The office of the UN High Commissioner for Human Rights, Michelle Bachelet, has warned that the elections, called to be “an important milestone in the democratic transition” of the Asian country, are preceded by “restrictions” on freedoms. of opinion, expression and access to information, as well as a language that “could amount to inciting discrimination, hostility and violence.”
The office fears the “disproportionate” effects of these restrictions on certain groups, such as the Rohingya minority or the population of Rakhine state, an area burdened by constant episodes of violence. In the case of Muslim groups such as the Rohingya, their statelessness excludes them from any possible participation in the process.
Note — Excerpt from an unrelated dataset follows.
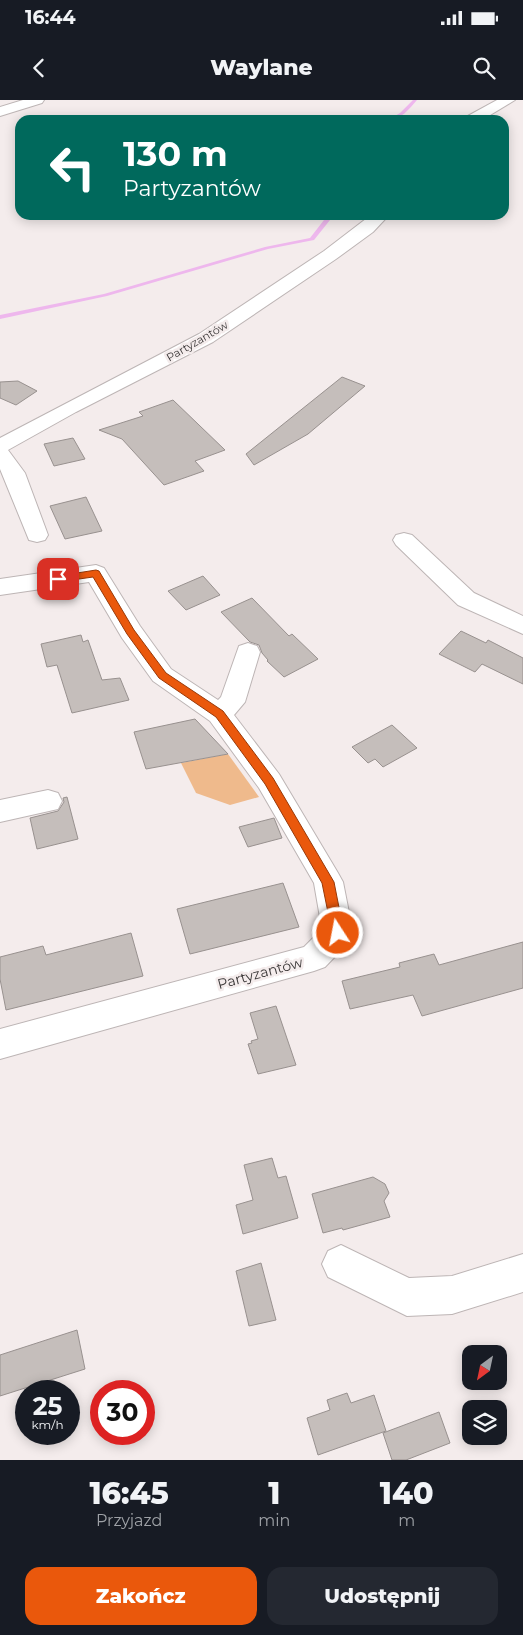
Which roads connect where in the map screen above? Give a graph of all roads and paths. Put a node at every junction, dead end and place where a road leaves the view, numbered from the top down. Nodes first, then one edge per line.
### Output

The spokeswoman, Ravina Shamdasani, also recalled that the state of Rakhine has been one of those that have been affected by the decision of the Electoral Commission to cancel the holding of the vote in 56 localities, without providing “justification” for a measure. that “restricts the right to political participation in areas with ethnic minorities in a discriminatory manner.”
In addition, eight areas of Rakhine and Chin State remain without Internet access, which “severely limits the ability of citizens to enjoy their right to receive and share information”, both about the elections and about the evolution of the pandemic. of COVID-19.
Shamdasani has also lamented the “proliferation” of a “hate speech” against Muslims on Facebook and has asked the social network to intervene. She also recalled that the Government of Aung San Suu Kyi promised in April to “promote tolerance, non-discrimination and pluralism” during the electoral process.
REPRESSION OF CRITICS
Burmese authorities have been questioned in recent years, among other reasons, for the role of their Armed Forces, to which UN researchers attributed a “genocidal intent” when they launched a repressive campaign against the Rohingya in August 2017 in the Rakhine state.
More than three years later, Bachelet’s office continues to perceive an “intolerance of criticism” against the Government or the Armed Forces. In the last two months, at least 34 activists have been charged with calling for an end to the conflicts in Rakhine or Chin or for demanding the reopening of the Internet.
Four of these activists, students, have been convicted, two of them with sentences exceeding six years in prison. “We urge the government to drop charges against all those who face legal action for exercising their right to freedom of expression, a right that is especially precious in a pre-electoral context,” Shamdasani said.